(Extracted data entries)
----

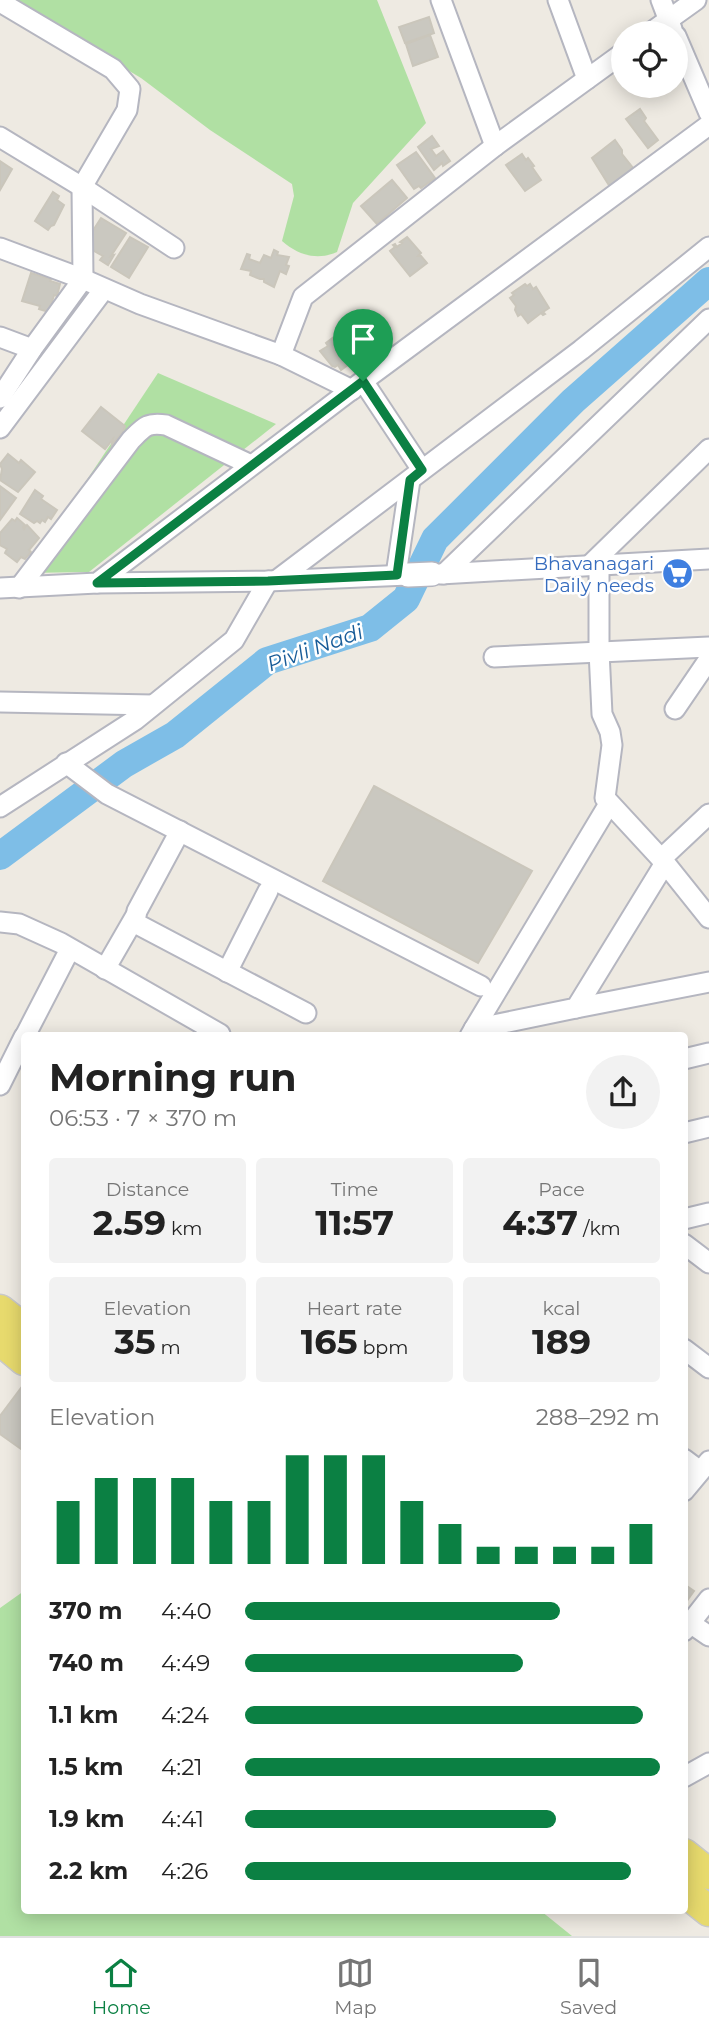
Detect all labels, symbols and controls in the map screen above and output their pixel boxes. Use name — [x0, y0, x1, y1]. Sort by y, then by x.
map controls — [611, 21, 688, 98]
button: locate — [611, 21, 688, 98]
pin — [333, 309, 393, 381]
icon: arrive — [344, 320, 382, 358]
place label: Bhavanagari Daily needs — [534, 552, 654, 597]
supermarket icon: Bhavanagari Daily needs — [660, 557, 694, 591]
water label: Pivli Nadi — [264, 619, 366, 676]
text: Morning run — [49, 1054, 297, 1101]
button: share — [586, 1055, 660, 1129]
text: 06:53 · 7 × 370 m — [49, 1104, 237, 1132]
text: Distance — [106, 1178, 189, 1201]
text: Time — [331, 1178, 378, 1201]
text: Pace — [538, 1178, 585, 1201]
text: 2.59 — [93, 1201, 166, 1244]
text: 11:57 — [315, 1201, 394, 1244]
text: 4:37 — [502, 1201, 578, 1244]
text: km — [166, 1217, 202, 1240]
text: /km — [578, 1217, 621, 1240]
text: Elevation — [104, 1297, 191, 1320]
text: Heart rate — [307, 1297, 402, 1320]
text: kcal — [543, 1297, 580, 1320]
text: 35 — [114, 1320, 156, 1363]
text: 165 — [301, 1320, 357, 1363]
text: 189 — [532, 1320, 591, 1363]
text: m — [156, 1336, 181, 1359]
text: bpm — [357, 1336, 408, 1359]
text: Elevation — [49, 1403, 155, 1431]
text: 288–292 m — [536, 1403, 660, 1431]
text: 370 m — [49, 1597, 122, 1625]
text: 4:40 — [161, 1597, 212, 1625]
text: 740 m — [49, 1649, 124, 1677]
text: 4:49 — [161, 1649, 210, 1677]
text: 1.1 km — [49, 1701, 118, 1729]
text: 4:24 — [161, 1701, 209, 1729]
text: 1.5 km — [49, 1753, 123, 1781]
text: 4:21 — [161, 1753, 203, 1781]
text: 1.9 km — [49, 1805, 124, 1833]
text: 4:41 — [161, 1805, 204, 1833]
text: 2.2 km — [49, 1857, 128, 1885]
text: 4:26 — [161, 1857, 208, 1885]
tab: Home — [92, 1954, 151, 2019]
tab: Map — [334, 1954, 377, 2019]
tab: Saved — [560, 1954, 617, 2019]

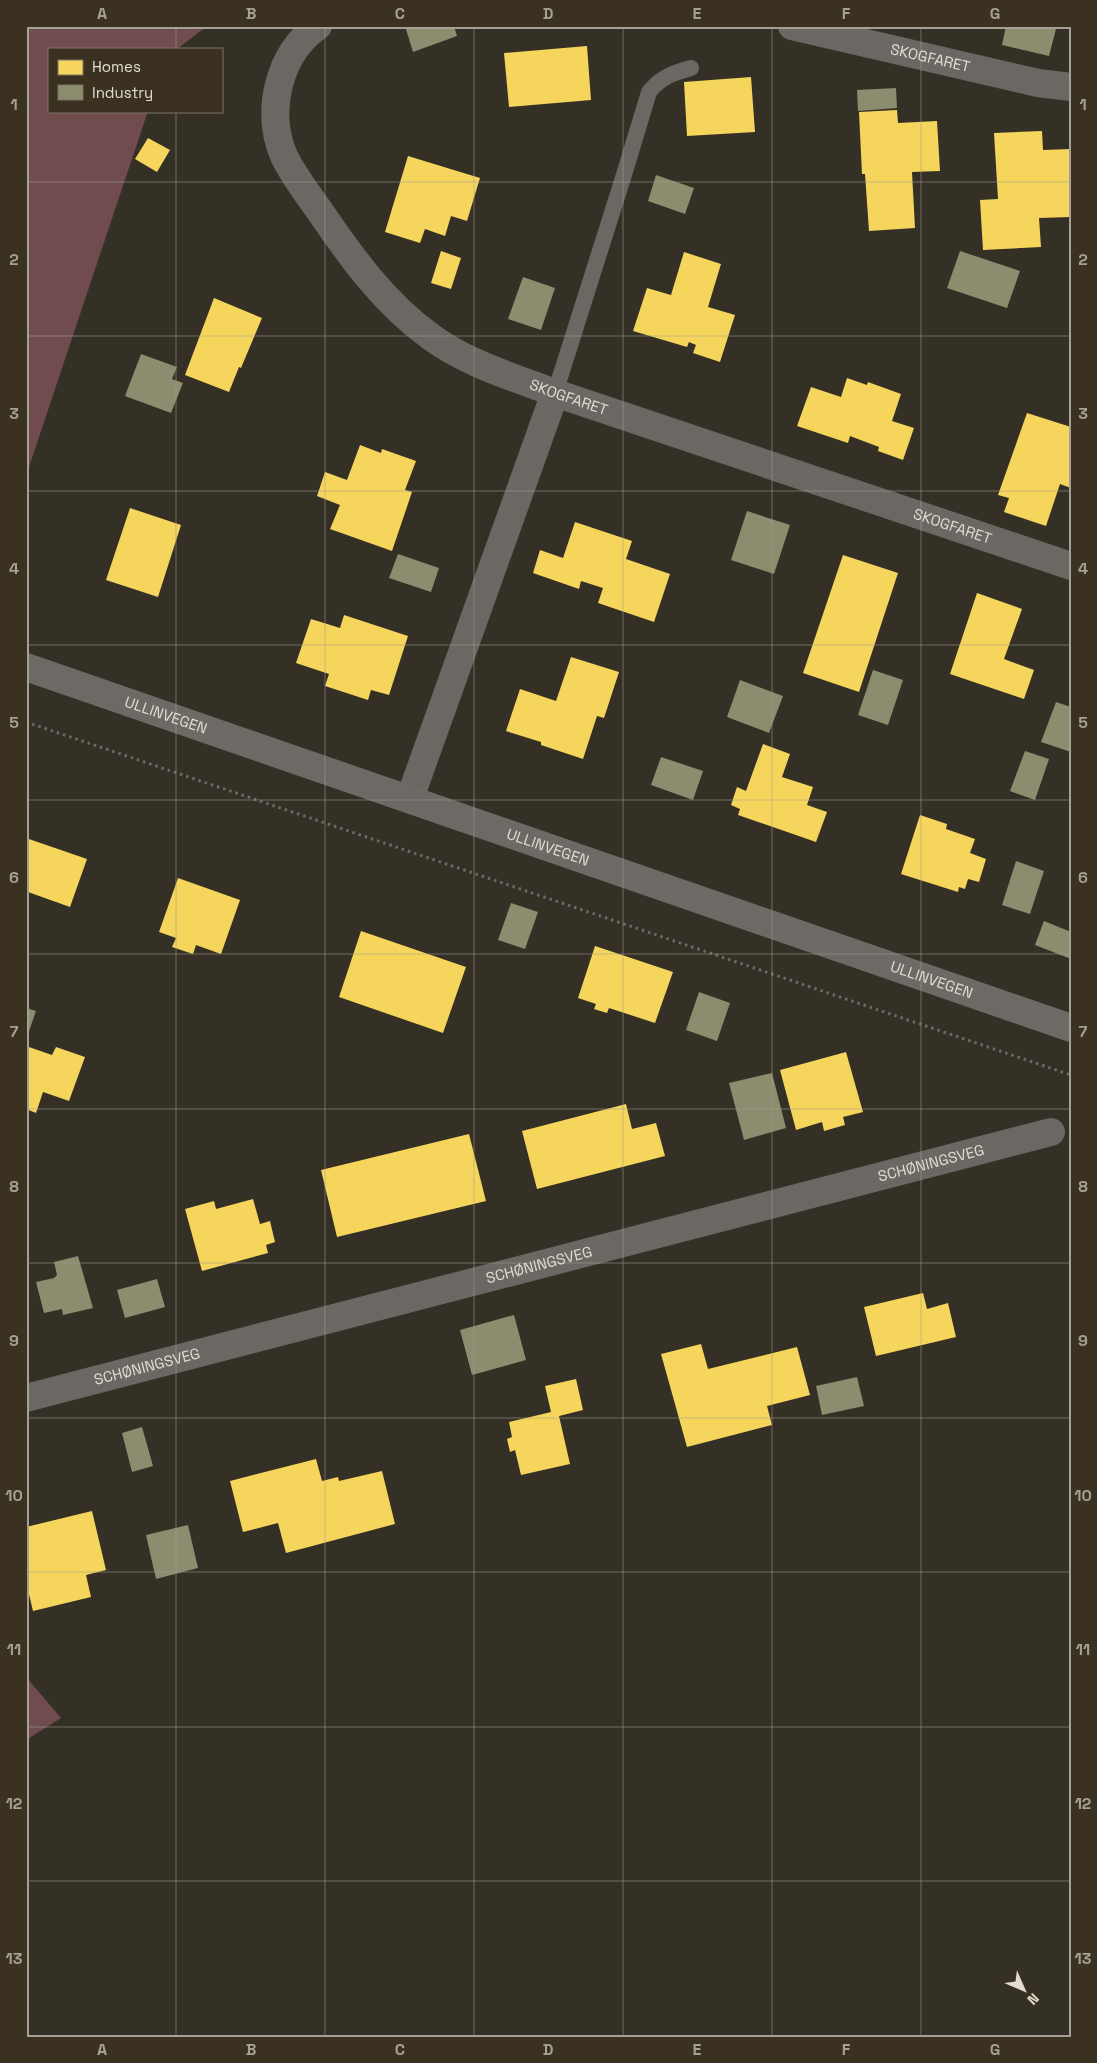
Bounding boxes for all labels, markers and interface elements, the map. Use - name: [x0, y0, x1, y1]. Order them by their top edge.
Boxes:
- text: A: [97, 3, 107, 24]
- text: B: [246, 3, 256, 24]
- text: C: [395, 3, 405, 24]
- text: D: [543, 3, 553, 24]
- text: E: [693, 3, 702, 24]
- text: F: [842, 3, 851, 24]
- text: G: [990, 3, 1000, 24]
- street label: SKOGFARET: [889, 39, 972, 76]
- legend: [48, 48, 222, 112]
- text: Homes: [92, 57, 141, 76]
- text: Industry: [92, 83, 153, 102]
- text: 1: [10, 94, 18, 115]
- text: 1: [1079, 94, 1087, 115]
- text: 2: [9, 249, 19, 270]
- text: 2: [1078, 249, 1088, 270]
- street label: SKOGFARET: [527, 374, 610, 419]
- text: 3: [9, 403, 19, 424]
- text: 3: [1078, 403, 1088, 424]
- street label: SKOGFARET: [911, 504, 994, 548]
- text: 4: [9, 558, 19, 579]
- text: 4: [1078, 558, 1088, 579]
- street label: ULLINVEGEN: [122, 692, 210, 738]
- text: 5: [9, 712, 19, 733]
- text: 5: [1078, 712, 1088, 733]
- street label: ULLINVEGEN: [504, 824, 592, 870]
- text: 6: [9, 867, 19, 888]
- text: 6: [1078, 867, 1088, 888]
- street label: ULLINVEGEN: [888, 956, 975, 1002]
- text: 7: [10, 1021, 19, 1042]
- text: 7: [1079, 1021, 1088, 1042]
- street label: SCHØNINGSVEG: [876, 1140, 986, 1186]
- text: 8: [9, 1176, 19, 1197]
- text: 8: [1078, 1176, 1088, 1197]
- street label: SCHØNINGSVEG: [484, 1242, 594, 1287]
- text: 9: [9, 1330, 19, 1351]
- text: 9: [1078, 1330, 1088, 1351]
- street label: SCHØNINGSVEG: [92, 1343, 202, 1389]
- text: 10: [5, 1485, 23, 1506]
- text: 10: [1074, 1485, 1092, 1506]
- text: 11: [7, 1639, 21, 1660]
- text: 11: [1076, 1639, 1090, 1660]
- text: 12: [6, 1793, 22, 1814]
- text: 12: [1075, 1793, 1091, 1814]
- text: 13: [6, 1948, 23, 1969]
- text: 13: [1075, 1948, 1092, 1969]
- north arrow: [1000, 1966, 1050, 2016]
- text: N: [1024, 1990, 1043, 2009]
- text: A: [97, 2039, 107, 2060]
- text: B: [246, 2039, 256, 2060]
- text: C: [395, 2039, 405, 2060]
- text: D: [543, 2039, 553, 2060]
- text: E: [693, 2039, 702, 2060]
- text: F: [842, 2039, 851, 2060]
- text: G: [990, 2039, 1000, 2060]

----

(WORK TASK): All entries must be written out again exactly as given, with no pictures in the copy.

(OUTPUT FOR THIS TASK):
Detect all labels, symbols and controls in the map screen above and output their pixel boxes. Use name — [x0, y0, x1, y1]. Sort by y, then by x.
map controls — [611, 21, 688, 98]
button: locate — [611, 21, 688, 98]
pin — [333, 309, 393, 381]
icon: arrive — [344, 320, 382, 358]
place label: Bhavanagari Daily needs — [534, 552, 654, 597]
supermarket icon: Bhavanagari Daily needs — [660, 557, 694, 591]
water label: Pivli Nadi — [264, 619, 366, 676]
text: Morning run — [49, 1054, 297, 1101]
button: share — [586, 1055, 660, 1129]
text: 06:53 · 7 × 370 m — [49, 1104, 237, 1132]
text: Distance — [106, 1178, 189, 1201]
text: Time — [331, 1178, 378, 1201]
text: Pace — [538, 1178, 585, 1201]
text: 2.59 — [93, 1201, 166, 1244]
text: 11:57 — [315, 1201, 394, 1244]
text: 4:37 — [502, 1201, 578, 1244]
text: km — [166, 1217, 202, 1240]
text: /km — [578, 1217, 621, 1240]
text: Elevation — [104, 1297, 191, 1320]
text: Heart rate — [307, 1297, 402, 1320]
text: kcal — [543, 1297, 580, 1320]
text: 35 — [114, 1320, 156, 1363]
text: 165 — [301, 1320, 357, 1363]
text: 189 — [532, 1320, 591, 1363]
text: m — [156, 1336, 181, 1359]
text: bpm — [357, 1336, 408, 1359]
text: Elevation — [49, 1403, 155, 1431]
text: 288–292 m — [536, 1403, 660, 1431]
text: 370 m — [49, 1597, 122, 1625]
text: 4:40 — [161, 1597, 212, 1625]
text: 740 m — [49, 1649, 124, 1677]
text: 4:49 — [161, 1649, 210, 1677]
text: 1.1 km — [49, 1701, 118, 1729]
text: 4:24 — [161, 1701, 209, 1729]
text: 1.5 km — [49, 1753, 123, 1781]
text: 4:21 — [161, 1753, 203, 1781]
text: 1.9 km — [49, 1805, 124, 1833]
text: 4:41 — [161, 1805, 204, 1833]
text: 2.2 km — [49, 1857, 128, 1885]
text: 4:26 — [161, 1857, 208, 1885]
tab: Home — [92, 1954, 151, 2019]
tab: Map — [334, 1954, 377, 2019]
tab: Saved — [560, 1954, 617, 2019]

Bounding boxes for all labels, markers and interface elements, the map. Use - name: [x0, y0, x1, y1]. Order them by their top edge.
Boxes:
- text: A: [97, 3, 107, 24]
- text: B: [246, 3, 256, 24]
- text: C: [395, 3, 405, 24]
- text: D: [543, 3, 553, 24]
- text: E: [693, 3, 702, 24]
- text: F: [842, 3, 851, 24]
- text: G: [990, 3, 1000, 24]
- street label: SKOGFARET: [889, 39, 972, 76]
- legend: [48, 48, 222, 112]
- text: Homes: [92, 57, 141, 76]
- text: Industry: [92, 83, 153, 102]
- text: 1: [10, 94, 18, 115]
- text: 1: [1079, 94, 1087, 115]
- text: 2: [9, 249, 19, 270]
- text: 2: [1078, 249, 1088, 270]
- street label: SKOGFARET: [527, 374, 610, 419]
- text: 3: [9, 403, 19, 424]
- text: 3: [1078, 403, 1088, 424]
- street label: SKOGFARET: [911, 504, 994, 548]
- text: 4: [9, 558, 19, 579]
- text: 4: [1078, 558, 1088, 579]
- street label: ULLINVEGEN: [122, 692, 210, 738]
- text: 5: [9, 712, 19, 733]
- text: 5: [1078, 712, 1088, 733]
- street label: ULLINVEGEN: [504, 824, 592, 870]
- text: 6: [9, 867, 19, 888]
- text: 6: [1078, 867, 1088, 888]
- street label: ULLINVEGEN: [888, 956, 975, 1002]
- text: 7: [10, 1021, 19, 1042]
- text: 7: [1079, 1021, 1088, 1042]
- street label: SCHØNINGSVEG: [876, 1140, 986, 1186]
- text: 8: [9, 1176, 19, 1197]
- text: 8: [1078, 1176, 1088, 1197]
- street label: SCHØNINGSVEG: [484, 1242, 594, 1287]
- text: 9: [9, 1330, 19, 1351]
- text: 9: [1078, 1330, 1088, 1351]
- street label: SCHØNINGSVEG: [92, 1343, 202, 1389]
- text: 10: [5, 1485, 23, 1506]
- text: 10: [1074, 1485, 1092, 1506]
- text: 11: [7, 1639, 21, 1660]
- text: 11: [1076, 1639, 1090, 1660]
- text: 12: [6, 1793, 22, 1814]
- text: 12: [1075, 1793, 1091, 1814]
- text: 13: [6, 1948, 23, 1969]
- text: 13: [1075, 1948, 1092, 1969]
- north arrow: [1000, 1966, 1050, 2016]
- text: N: [1024, 1990, 1043, 2009]
- text: A: [97, 2039, 107, 2060]
- text: B: [246, 2039, 256, 2060]
- text: C: [395, 2039, 405, 2060]
- text: D: [543, 2039, 553, 2060]
- text: E: [693, 2039, 702, 2060]
- text: F: [842, 2039, 851, 2060]
- text: G: [990, 2039, 1000, 2060]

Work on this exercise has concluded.